▸ **EXERCISE INPUT**
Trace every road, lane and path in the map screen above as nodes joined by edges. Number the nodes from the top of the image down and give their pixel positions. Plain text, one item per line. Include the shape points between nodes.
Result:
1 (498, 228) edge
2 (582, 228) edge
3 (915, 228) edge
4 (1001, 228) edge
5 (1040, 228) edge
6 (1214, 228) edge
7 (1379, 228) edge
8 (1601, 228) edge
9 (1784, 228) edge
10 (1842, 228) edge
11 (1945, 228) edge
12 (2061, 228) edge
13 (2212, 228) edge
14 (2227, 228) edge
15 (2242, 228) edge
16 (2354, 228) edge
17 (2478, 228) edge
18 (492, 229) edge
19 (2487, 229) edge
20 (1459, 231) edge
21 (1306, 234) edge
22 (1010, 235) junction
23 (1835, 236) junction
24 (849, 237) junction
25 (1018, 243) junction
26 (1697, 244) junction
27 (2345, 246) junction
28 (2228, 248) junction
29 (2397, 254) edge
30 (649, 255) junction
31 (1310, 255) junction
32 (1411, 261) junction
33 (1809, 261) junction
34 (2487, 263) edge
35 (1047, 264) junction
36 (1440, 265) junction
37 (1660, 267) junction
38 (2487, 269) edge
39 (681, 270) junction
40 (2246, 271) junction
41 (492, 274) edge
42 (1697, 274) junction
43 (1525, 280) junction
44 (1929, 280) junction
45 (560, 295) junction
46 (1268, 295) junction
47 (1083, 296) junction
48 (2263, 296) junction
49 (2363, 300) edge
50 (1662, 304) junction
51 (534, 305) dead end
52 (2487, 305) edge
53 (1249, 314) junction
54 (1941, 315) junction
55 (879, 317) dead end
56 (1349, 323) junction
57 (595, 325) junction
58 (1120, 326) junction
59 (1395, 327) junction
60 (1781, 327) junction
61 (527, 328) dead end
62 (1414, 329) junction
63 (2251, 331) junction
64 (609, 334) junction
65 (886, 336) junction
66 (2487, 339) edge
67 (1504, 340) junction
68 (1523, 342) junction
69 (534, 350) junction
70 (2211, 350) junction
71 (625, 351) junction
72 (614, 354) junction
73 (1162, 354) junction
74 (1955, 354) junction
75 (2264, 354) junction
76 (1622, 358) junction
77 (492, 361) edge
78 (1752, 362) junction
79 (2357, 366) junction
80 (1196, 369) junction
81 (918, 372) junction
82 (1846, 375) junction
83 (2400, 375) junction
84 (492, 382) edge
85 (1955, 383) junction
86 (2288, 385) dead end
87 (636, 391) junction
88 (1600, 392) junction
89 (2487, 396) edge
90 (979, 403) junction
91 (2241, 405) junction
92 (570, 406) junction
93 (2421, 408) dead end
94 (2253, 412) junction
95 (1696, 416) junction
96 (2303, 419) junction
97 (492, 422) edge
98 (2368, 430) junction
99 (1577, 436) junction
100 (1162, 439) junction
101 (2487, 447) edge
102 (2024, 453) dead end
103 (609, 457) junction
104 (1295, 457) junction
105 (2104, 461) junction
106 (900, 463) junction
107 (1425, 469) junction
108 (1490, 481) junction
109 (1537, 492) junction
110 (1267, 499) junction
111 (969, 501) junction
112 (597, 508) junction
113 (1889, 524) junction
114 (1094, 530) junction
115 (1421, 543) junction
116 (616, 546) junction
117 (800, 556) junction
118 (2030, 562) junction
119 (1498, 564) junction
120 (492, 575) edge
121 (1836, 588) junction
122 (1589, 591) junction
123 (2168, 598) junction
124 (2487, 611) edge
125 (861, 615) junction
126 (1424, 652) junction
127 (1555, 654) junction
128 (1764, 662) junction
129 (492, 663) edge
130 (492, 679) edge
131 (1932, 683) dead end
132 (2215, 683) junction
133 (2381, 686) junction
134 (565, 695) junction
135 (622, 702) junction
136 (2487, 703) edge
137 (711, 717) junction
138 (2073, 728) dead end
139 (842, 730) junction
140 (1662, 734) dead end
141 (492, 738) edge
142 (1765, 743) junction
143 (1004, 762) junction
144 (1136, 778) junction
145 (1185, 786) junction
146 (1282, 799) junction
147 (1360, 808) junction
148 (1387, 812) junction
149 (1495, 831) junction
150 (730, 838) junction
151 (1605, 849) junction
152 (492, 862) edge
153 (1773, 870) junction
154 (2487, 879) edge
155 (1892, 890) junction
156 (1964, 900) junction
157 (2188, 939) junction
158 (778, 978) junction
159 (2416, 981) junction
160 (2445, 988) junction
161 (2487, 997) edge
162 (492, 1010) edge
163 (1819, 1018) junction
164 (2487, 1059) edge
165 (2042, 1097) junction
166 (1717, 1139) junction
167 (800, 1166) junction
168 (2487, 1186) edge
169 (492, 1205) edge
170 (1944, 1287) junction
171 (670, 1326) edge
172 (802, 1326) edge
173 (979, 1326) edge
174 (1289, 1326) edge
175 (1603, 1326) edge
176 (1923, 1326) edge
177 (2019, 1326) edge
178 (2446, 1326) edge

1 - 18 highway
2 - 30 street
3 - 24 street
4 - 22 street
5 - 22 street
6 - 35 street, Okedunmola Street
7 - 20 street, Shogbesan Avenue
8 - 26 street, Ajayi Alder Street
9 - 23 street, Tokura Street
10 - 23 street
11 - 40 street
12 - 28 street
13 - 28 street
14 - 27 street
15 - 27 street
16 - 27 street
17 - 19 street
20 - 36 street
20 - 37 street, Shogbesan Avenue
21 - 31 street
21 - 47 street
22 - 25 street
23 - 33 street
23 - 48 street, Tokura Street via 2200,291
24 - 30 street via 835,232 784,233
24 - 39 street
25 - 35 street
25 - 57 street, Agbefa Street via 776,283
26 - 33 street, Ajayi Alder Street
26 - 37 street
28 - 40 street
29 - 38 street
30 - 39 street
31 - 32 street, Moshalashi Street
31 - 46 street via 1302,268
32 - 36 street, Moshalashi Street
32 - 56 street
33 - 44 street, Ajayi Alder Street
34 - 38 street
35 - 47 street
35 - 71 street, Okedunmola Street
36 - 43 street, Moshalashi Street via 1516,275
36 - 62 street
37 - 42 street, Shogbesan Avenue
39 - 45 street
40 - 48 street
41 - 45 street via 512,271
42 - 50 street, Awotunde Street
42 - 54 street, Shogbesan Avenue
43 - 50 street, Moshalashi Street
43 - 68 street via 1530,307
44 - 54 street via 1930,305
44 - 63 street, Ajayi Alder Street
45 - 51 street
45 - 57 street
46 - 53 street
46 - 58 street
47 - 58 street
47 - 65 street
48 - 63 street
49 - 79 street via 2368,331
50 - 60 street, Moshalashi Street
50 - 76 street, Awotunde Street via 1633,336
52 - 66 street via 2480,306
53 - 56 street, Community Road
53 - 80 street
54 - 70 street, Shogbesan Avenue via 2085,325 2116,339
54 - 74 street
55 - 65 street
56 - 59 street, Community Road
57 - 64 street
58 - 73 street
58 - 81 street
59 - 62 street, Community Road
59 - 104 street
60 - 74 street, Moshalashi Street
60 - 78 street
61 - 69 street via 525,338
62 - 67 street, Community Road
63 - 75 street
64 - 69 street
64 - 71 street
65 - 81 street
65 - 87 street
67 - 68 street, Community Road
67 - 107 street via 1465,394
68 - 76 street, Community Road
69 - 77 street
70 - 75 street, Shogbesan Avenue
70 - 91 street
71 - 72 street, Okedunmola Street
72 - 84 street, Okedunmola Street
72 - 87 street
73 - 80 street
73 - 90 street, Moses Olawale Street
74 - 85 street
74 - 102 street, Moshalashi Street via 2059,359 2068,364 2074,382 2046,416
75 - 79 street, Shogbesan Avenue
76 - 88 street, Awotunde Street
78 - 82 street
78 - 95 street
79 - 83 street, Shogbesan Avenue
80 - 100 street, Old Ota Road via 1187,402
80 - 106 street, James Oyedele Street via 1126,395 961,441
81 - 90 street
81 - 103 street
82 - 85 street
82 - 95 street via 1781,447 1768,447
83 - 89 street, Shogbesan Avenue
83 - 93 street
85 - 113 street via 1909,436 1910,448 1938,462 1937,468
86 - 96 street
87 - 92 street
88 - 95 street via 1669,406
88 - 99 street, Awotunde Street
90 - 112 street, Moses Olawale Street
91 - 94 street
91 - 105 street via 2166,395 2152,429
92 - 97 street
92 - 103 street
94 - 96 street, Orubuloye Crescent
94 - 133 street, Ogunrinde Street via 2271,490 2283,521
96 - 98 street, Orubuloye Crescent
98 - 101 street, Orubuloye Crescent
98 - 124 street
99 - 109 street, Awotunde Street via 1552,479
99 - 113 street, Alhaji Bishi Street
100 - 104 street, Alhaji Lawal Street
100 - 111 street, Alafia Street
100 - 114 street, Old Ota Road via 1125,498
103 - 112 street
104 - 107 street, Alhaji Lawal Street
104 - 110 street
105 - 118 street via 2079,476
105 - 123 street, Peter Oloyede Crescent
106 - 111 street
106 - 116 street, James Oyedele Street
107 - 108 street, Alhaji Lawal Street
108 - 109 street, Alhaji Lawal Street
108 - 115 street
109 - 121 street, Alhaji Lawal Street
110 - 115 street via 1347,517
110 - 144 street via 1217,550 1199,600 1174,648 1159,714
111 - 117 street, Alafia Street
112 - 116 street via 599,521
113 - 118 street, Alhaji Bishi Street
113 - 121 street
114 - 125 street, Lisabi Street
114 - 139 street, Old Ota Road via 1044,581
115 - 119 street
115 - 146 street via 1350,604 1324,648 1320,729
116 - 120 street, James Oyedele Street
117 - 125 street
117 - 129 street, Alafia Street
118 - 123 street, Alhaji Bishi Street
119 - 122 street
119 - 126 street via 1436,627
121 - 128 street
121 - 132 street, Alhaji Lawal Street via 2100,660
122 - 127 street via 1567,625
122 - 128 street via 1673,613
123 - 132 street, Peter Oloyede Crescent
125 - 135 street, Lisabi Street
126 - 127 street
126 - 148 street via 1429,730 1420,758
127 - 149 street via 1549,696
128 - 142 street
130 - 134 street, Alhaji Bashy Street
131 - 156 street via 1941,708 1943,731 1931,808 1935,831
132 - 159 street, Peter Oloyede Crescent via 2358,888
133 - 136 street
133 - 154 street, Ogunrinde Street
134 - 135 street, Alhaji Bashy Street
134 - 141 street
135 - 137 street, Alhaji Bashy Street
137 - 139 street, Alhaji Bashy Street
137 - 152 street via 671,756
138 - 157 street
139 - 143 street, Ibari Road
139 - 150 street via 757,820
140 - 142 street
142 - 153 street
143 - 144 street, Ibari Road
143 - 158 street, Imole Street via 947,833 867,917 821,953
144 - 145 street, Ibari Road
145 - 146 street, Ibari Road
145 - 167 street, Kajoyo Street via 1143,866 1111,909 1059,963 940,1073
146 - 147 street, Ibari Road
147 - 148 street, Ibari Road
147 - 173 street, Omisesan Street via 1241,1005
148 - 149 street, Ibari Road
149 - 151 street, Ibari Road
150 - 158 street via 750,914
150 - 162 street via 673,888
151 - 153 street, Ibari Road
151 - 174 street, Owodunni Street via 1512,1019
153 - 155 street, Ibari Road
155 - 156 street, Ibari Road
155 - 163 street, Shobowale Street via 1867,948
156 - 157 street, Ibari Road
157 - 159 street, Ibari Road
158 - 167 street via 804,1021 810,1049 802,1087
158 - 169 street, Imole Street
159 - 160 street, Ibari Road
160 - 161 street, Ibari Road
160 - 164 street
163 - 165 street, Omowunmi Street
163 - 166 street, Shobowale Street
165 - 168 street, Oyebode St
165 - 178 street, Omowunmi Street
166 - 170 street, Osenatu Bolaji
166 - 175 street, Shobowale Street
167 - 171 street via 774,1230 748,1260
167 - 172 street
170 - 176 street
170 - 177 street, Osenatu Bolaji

▸ **PROBLEM REQUIREMENTS**
Check each line of the records for the string "Shobowale" and copy those that have it.

▸ **WRITTEN ANSWER**
155 - 163 street, Shobowale Street via 1867,948
163 - 166 street, Shobowale Street
166 - 175 street, Shobowale Street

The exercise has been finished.